Offer and acceptance in the formation of a contract

For an agreement to be considered a legally binding contract, it must be valid and enforceable (Mukerji, 2008). Therefore, the process of making an agreement valid and enforceable between the parties should be procedural and systematic. A contract is said to be valid when it meets all the binding legal requirements.

The same description is also attributed to an enforceable contract. However, under the circumstances that there exist some other contradictive legal rules, then the valid contract is unenforceable (Mukerji, 2008).

Valid contracts are formed through the process of an offer and acceptance. An offer is the most significant initial step in the formation of contracts. Offers are made when one party provides another party the power to bind on the contractual agreement.

The party that the offer is provided (offeree) agrees to the offer through acceptance (Scott & Schwartz, 2003). Not all offers qualify to be legally binding. For an offer to be accepted there must be objective indication of intent to the contract, specificity or definiteness on the offer and the tender must be communicated to the other party (offeree).

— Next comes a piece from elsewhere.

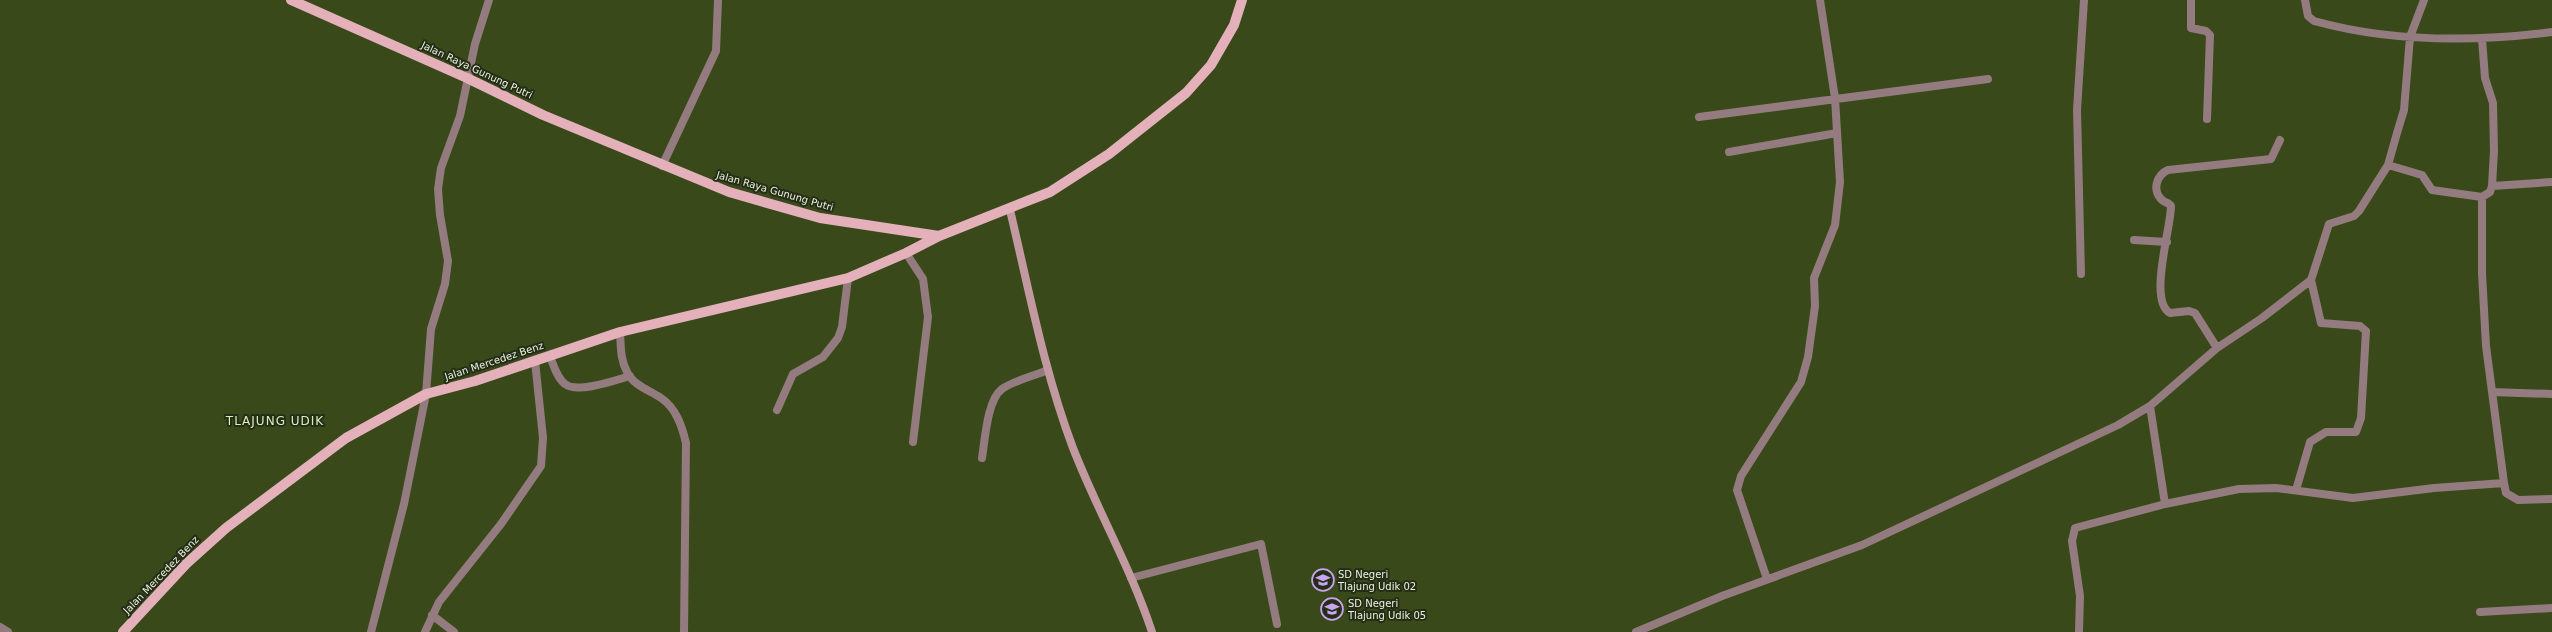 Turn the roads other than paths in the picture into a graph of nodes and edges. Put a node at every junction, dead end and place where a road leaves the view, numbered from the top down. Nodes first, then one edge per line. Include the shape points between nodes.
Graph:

The intent to a contract means that the offering party (offerer) must indicate the willingness to enter into the contract upon acceptance by the offeree. In other words, the offerer must objectively indicate the willingness to meet the needs and obligations of the contract upon acceptance by the offeree (Brousseau, 2009).

Definiteness of terms means that the party offering in the contract must be specific on actions to be undertaken and the benefits from the offer. In other words, all the essential terms and conditions must be indicated in the offer (Eggleston, 2005).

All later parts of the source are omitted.